In general, they want to bring back hanging and the birch, put all single mothers out on the street, increase prison sentences tenfold - you can see how well I fit in there.
It does amuse me the way they fill pages with photos of courtrooms or hospitals, as if they add anything to a story. And , of course, being very highly moralistic, they never miss a chance to show scantily clad women and they practically salivate if they can show a 'wardrobe malfunction' showing a nipple. No woman is ever just wearing a bikini on a beach - she is 'flaunting her toned body'. I love it. And it is free. grin

annodomini Fri 30-Nov-12 09:45:16

Congratulations on that, Greatnan. grin

Anne58 Fri 30-Nov-12 16:35:12

I always think of the Mail as a sort of "Indignant of Acacia Avenue" paper, but perhaps I'm being unfair?

Greatnan Fri 30-Nov-12 16:39:25

No, you are spot on!

Ana Fri 30-Nov-12 16:41:44

Someone on here actually said they would not respect anyone who read it! hmm I'm not sure why the DM is always singled out for such opprobrium, but no doubt someone will enlighten me.

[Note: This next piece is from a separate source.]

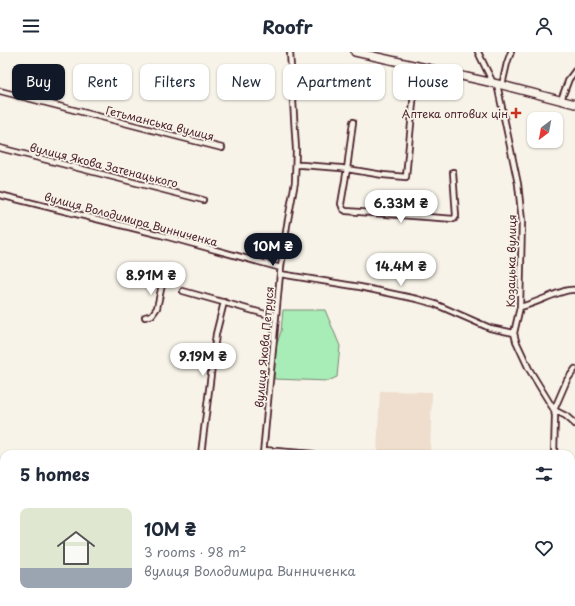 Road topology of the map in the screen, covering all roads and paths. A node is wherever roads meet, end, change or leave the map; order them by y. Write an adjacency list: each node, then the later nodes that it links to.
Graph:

Nonu Fri 30-Nov-12 16:46:10

Mishap , like !

Anne58 Fri 30-Nov-12 16:48:38

My boss read the Times from cover to cover every day, his wife took the Mail. I wouldn't go so far as not respecting anyone who read it, but the few times I've read it, it always seemed like a red top masquerading as a broadsheet. (I know the Times is now "compact" but hopefully you will know what I mean)

In that respect it fitted my boss's wife perfectly, as she seemed to always be trying to give the impression that she was a sort of upper middle class "laydee", but the odd mispronounciation and table etiquette faux pas let her down.

Greatnan Fri 30-Nov-12 16:49:45

I have no wish to rehash old posts but I think I might have given a few clues as to why I don't like the DM! I have never criticised any individual for their choice of newspaper. I don't really carry a candle for any of them, as I feel the Guardian sold out to Blair and the group is a big tax-avoider. The only publication I respect is Private Eye.